- [YOUR ASSIGNMENT] Locate all lines in the data below that hold "İmar" and show them.

EXTRACTED MATERIAL START

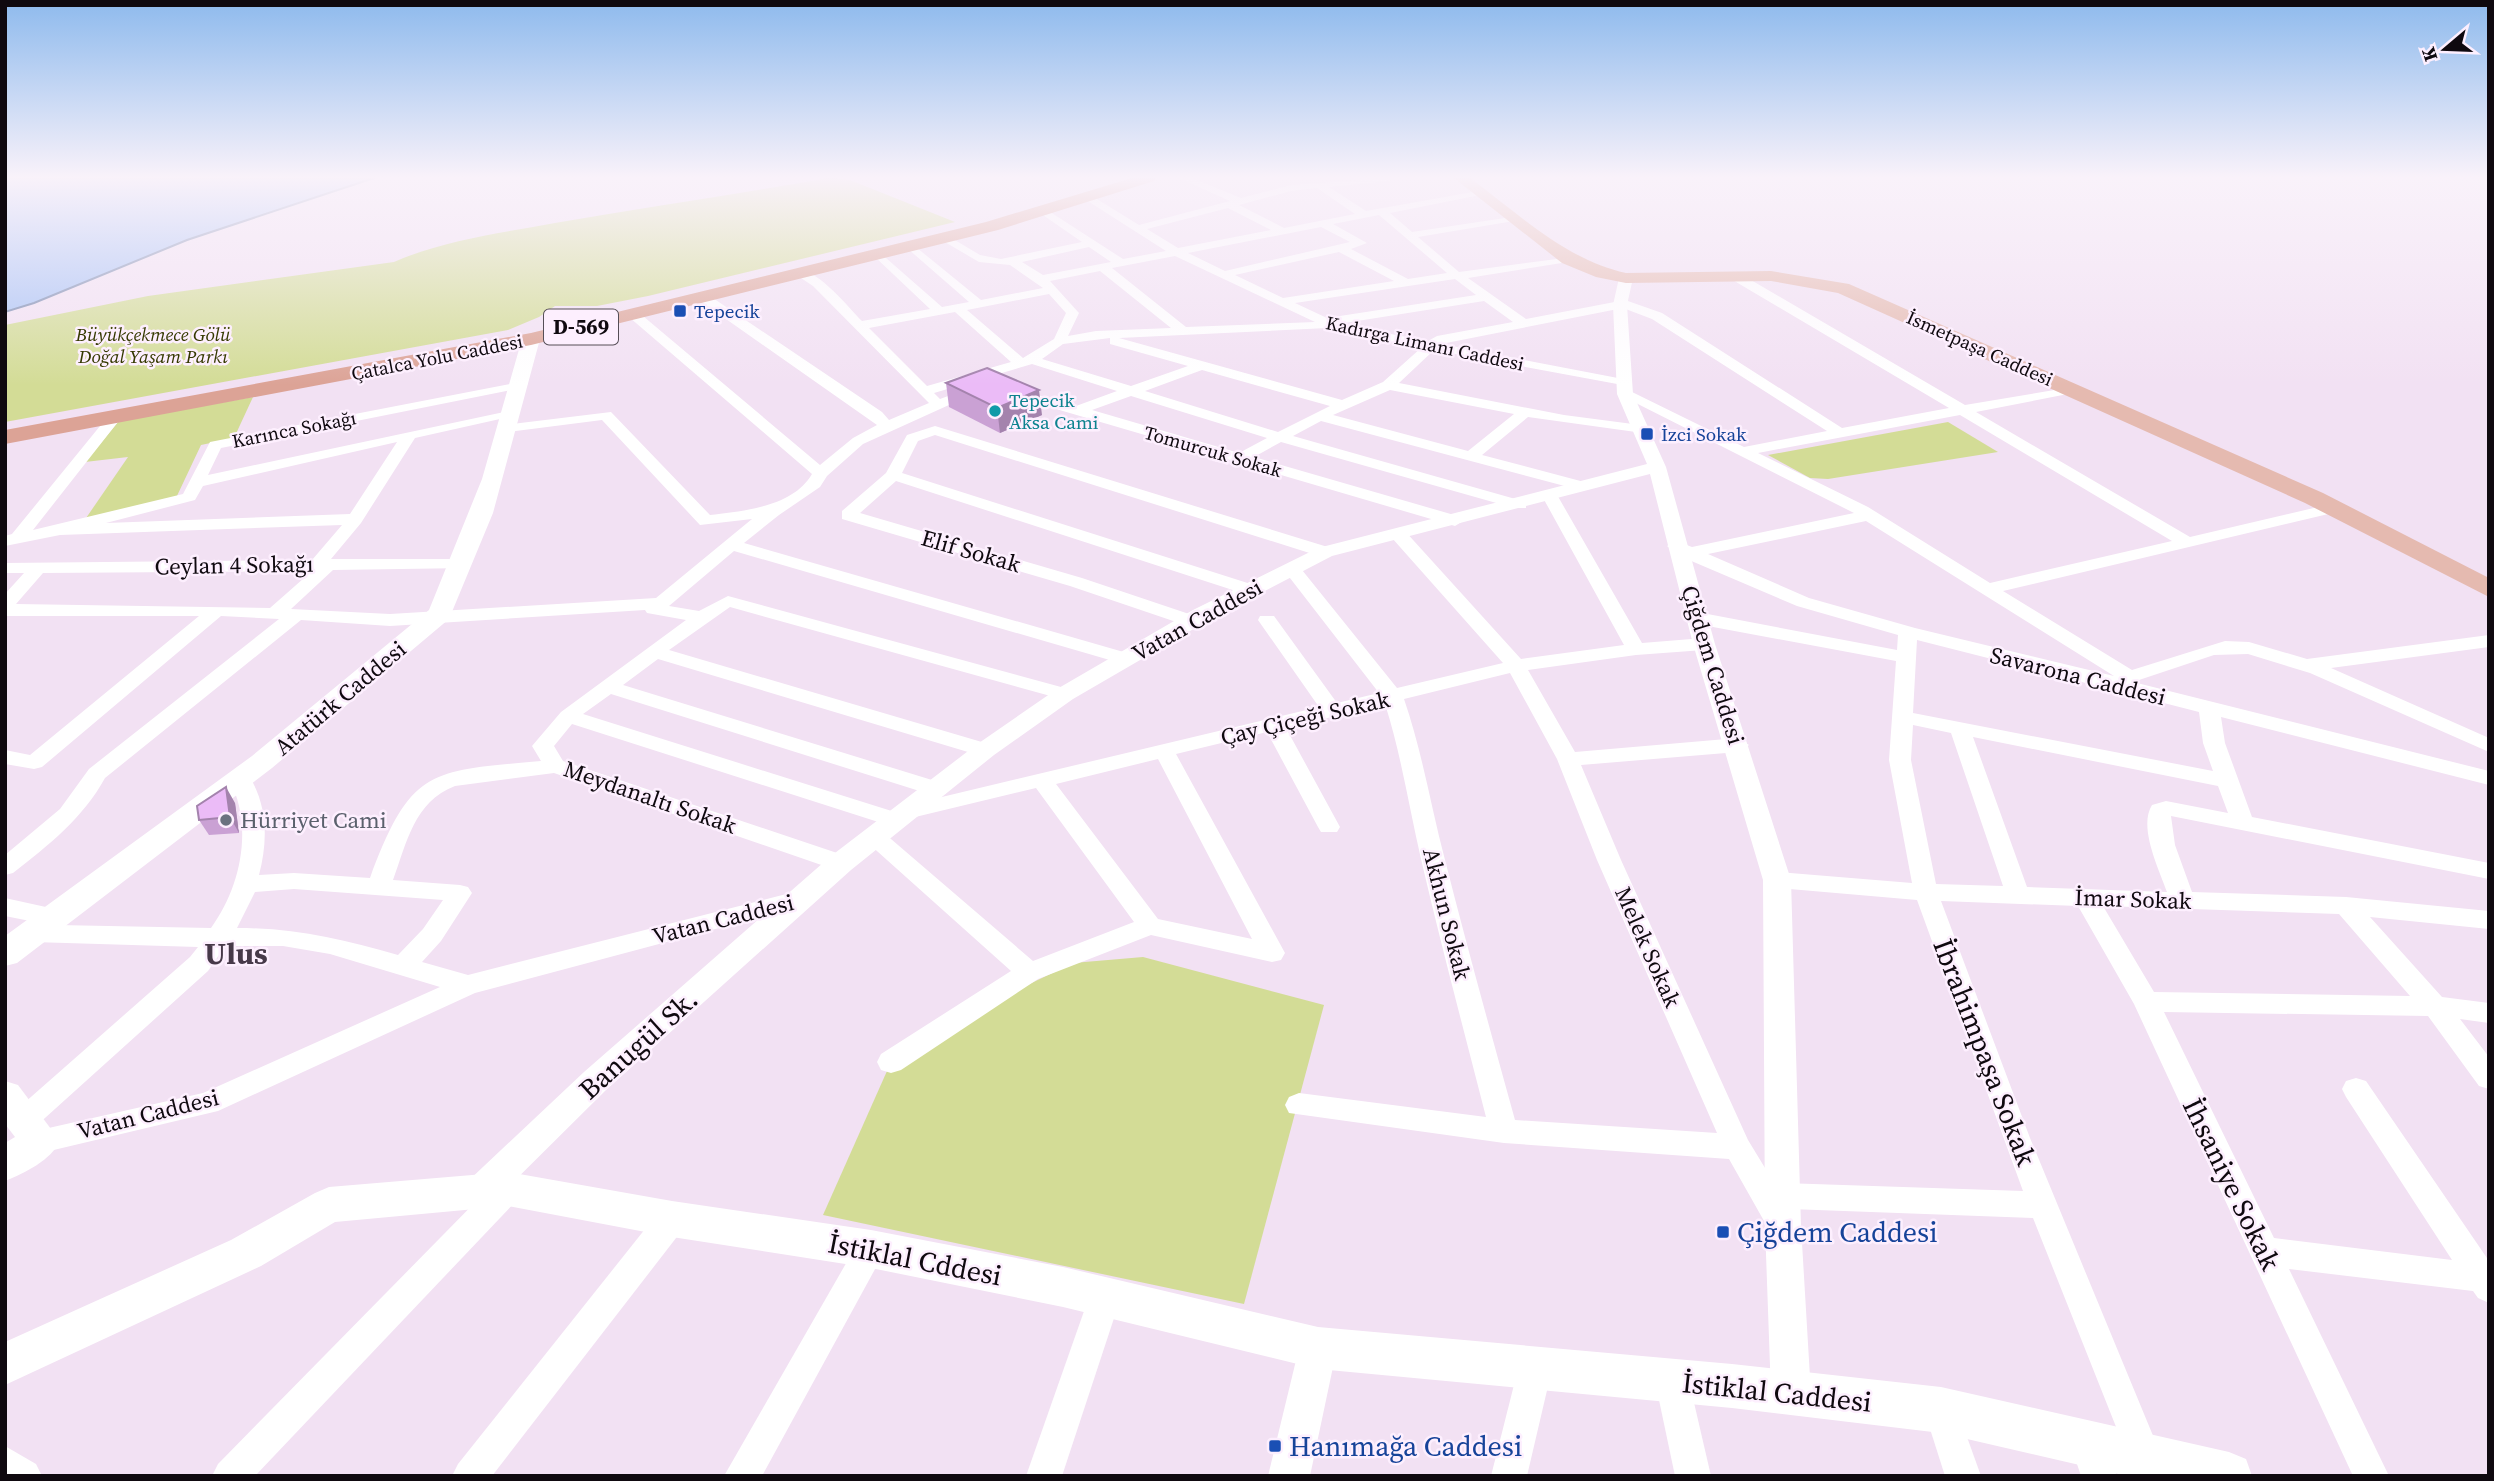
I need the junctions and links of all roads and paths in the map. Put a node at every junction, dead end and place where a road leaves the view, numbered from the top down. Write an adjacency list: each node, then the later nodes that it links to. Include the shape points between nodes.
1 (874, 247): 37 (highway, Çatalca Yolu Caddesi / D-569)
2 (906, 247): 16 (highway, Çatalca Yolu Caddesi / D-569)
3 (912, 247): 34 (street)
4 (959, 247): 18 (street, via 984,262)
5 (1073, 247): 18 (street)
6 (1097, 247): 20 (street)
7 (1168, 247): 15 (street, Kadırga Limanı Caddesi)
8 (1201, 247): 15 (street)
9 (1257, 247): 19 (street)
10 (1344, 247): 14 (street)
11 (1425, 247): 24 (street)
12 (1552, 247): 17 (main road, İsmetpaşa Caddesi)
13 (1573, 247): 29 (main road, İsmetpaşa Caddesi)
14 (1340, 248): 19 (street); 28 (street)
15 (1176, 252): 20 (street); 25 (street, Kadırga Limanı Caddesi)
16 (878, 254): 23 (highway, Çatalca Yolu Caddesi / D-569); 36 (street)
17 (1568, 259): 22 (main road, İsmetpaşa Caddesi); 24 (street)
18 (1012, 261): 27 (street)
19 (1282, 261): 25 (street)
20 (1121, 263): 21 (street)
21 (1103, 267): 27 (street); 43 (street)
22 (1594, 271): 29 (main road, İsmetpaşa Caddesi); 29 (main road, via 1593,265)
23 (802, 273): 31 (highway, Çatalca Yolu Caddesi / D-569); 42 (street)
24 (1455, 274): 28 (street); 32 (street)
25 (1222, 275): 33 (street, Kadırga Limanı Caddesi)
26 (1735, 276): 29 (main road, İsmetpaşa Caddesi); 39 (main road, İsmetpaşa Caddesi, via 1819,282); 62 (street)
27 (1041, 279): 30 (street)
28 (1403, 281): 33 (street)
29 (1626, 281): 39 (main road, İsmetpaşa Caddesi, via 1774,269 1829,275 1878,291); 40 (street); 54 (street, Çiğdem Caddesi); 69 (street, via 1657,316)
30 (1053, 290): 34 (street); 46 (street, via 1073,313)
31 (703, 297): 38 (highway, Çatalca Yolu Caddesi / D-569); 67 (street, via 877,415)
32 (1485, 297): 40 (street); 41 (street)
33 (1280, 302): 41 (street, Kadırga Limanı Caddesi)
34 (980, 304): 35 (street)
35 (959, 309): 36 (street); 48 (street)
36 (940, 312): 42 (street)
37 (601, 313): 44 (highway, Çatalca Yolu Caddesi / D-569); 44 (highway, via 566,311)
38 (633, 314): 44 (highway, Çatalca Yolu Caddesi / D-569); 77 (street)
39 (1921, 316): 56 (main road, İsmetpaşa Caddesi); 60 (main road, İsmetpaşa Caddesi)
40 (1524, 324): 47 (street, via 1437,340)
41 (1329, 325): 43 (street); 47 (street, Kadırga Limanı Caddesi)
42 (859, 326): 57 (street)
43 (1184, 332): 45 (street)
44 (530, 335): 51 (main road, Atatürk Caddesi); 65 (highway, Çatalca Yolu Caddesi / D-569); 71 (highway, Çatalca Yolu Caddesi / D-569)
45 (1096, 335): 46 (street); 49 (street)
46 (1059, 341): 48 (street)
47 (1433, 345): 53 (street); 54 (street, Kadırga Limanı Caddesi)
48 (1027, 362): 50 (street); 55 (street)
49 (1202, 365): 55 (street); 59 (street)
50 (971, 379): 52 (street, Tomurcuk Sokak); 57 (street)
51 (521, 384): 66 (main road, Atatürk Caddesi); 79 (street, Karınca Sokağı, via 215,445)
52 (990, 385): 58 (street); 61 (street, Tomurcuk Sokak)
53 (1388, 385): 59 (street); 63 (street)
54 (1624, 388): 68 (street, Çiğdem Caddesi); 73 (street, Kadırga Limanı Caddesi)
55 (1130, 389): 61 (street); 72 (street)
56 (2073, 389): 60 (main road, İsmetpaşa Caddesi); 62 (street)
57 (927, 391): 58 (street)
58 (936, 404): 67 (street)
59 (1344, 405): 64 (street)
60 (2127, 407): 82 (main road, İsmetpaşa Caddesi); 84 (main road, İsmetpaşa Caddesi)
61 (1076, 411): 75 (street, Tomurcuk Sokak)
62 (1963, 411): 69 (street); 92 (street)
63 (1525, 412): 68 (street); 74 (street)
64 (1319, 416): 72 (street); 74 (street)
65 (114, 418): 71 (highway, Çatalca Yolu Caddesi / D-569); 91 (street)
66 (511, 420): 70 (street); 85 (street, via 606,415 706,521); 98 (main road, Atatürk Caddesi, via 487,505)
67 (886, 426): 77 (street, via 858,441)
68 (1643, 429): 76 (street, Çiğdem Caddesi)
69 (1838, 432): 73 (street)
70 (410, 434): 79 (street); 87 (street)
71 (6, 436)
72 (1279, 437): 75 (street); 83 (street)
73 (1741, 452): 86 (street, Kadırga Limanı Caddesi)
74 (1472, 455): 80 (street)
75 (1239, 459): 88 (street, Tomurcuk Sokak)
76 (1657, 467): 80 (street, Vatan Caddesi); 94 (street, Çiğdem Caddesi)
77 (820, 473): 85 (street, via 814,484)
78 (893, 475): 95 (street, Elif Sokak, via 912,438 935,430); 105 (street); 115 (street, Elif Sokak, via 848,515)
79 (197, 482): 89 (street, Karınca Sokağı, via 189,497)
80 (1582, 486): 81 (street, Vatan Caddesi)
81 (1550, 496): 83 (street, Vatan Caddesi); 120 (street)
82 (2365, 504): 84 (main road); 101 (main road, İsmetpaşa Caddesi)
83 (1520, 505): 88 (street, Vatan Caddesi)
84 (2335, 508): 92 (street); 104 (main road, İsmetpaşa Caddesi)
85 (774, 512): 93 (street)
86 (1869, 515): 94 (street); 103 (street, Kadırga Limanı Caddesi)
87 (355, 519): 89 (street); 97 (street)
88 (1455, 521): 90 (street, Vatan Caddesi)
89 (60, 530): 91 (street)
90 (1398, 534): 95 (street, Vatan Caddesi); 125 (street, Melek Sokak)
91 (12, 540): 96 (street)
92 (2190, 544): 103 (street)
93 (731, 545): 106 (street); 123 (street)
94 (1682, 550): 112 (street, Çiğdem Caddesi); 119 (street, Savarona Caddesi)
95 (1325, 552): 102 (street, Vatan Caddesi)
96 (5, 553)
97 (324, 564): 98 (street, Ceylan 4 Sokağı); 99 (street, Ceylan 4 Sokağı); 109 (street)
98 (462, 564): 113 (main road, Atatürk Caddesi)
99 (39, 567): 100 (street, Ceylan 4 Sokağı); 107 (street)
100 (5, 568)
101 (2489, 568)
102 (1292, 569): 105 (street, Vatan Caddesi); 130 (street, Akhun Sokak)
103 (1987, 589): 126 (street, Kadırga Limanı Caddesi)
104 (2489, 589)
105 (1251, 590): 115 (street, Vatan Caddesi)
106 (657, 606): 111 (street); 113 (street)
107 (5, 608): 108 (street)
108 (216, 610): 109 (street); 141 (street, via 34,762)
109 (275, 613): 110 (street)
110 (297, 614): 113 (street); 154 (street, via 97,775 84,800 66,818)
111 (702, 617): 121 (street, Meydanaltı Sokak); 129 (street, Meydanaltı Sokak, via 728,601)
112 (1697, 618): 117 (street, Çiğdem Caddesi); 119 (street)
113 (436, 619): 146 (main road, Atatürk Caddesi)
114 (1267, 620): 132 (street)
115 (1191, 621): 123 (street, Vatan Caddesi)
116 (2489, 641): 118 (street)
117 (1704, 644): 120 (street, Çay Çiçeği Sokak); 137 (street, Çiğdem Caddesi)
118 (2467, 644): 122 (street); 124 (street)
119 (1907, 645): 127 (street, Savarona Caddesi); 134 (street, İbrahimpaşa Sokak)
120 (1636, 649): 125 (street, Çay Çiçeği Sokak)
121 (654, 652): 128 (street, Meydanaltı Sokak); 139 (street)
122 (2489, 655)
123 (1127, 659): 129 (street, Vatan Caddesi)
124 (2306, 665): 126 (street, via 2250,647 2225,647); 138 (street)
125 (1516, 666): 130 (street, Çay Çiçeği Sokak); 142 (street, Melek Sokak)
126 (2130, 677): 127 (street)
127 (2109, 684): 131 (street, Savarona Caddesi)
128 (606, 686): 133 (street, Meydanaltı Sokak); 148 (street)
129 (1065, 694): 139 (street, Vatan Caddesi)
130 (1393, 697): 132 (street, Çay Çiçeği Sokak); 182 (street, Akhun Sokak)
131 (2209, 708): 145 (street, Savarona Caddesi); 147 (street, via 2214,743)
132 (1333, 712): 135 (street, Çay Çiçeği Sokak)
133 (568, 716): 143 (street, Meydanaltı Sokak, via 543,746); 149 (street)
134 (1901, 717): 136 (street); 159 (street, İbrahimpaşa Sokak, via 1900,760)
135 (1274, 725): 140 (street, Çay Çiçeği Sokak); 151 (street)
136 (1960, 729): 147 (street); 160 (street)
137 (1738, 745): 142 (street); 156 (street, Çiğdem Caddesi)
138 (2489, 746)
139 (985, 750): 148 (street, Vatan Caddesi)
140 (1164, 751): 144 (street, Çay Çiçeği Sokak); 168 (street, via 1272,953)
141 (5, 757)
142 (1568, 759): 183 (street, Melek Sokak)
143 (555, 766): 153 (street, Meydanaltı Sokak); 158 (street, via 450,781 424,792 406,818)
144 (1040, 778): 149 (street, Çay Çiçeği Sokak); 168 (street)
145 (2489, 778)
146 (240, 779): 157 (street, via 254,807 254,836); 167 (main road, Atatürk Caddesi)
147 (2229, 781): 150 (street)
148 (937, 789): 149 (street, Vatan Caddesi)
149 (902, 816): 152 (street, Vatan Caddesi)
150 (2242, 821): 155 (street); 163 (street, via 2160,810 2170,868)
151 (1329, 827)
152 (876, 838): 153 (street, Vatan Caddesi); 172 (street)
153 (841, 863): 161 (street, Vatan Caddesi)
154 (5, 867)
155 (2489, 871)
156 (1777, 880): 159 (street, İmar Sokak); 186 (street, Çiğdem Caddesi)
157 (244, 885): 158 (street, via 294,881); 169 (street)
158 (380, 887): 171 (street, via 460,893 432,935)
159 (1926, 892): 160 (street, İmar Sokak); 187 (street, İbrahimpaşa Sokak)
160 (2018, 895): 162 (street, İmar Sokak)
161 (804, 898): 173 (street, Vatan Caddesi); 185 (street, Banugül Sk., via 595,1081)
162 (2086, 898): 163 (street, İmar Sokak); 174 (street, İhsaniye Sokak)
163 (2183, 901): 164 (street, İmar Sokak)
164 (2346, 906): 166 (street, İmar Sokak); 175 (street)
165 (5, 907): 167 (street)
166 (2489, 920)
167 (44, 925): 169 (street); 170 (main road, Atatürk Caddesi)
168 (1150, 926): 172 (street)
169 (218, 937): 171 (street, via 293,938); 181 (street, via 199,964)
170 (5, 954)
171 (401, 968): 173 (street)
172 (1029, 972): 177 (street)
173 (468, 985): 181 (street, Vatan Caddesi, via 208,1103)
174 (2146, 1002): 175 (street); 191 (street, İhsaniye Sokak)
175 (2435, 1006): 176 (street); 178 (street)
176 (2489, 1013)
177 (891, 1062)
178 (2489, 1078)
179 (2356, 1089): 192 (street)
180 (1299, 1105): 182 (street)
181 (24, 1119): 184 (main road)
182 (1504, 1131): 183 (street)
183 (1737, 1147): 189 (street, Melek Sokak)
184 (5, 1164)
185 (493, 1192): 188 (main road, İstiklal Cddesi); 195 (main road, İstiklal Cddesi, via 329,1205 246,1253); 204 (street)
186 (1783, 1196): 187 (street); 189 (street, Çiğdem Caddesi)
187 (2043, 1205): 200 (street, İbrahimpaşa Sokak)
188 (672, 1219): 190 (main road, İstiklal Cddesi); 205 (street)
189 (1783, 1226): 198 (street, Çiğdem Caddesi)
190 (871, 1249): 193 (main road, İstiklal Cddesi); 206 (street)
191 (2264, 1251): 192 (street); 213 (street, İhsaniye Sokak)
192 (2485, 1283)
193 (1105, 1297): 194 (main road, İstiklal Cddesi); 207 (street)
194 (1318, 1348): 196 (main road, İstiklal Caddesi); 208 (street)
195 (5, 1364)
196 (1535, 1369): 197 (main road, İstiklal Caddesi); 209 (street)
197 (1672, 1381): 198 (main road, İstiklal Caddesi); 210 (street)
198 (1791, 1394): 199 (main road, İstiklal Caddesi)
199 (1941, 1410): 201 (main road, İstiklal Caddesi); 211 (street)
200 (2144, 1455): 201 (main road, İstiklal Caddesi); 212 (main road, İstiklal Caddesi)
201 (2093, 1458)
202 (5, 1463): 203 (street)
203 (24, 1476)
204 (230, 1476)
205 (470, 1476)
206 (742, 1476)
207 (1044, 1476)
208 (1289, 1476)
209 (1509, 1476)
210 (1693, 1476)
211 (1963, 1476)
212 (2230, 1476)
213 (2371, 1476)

EXTRACTED MATERIAL END

- [ANSWER SECTION]
156 (1777, 880): 159 (street, İmar Sokak); 186 (street, Çiğdem Caddesi)
159 (1926, 892): 160 (street, İmar Sokak); 187 (street, İbrahimpaşa Sokak)
160 (2018, 895): 162 (street, İmar Sokak)
162 (2086, 898): 163 (street, İmar Sokak); 174 (street, İhsaniye Sokak)
163 (2183, 901): 164 (street, İmar Sokak)
164 (2346, 906): 166 (street, İmar Sokak); 175 (street)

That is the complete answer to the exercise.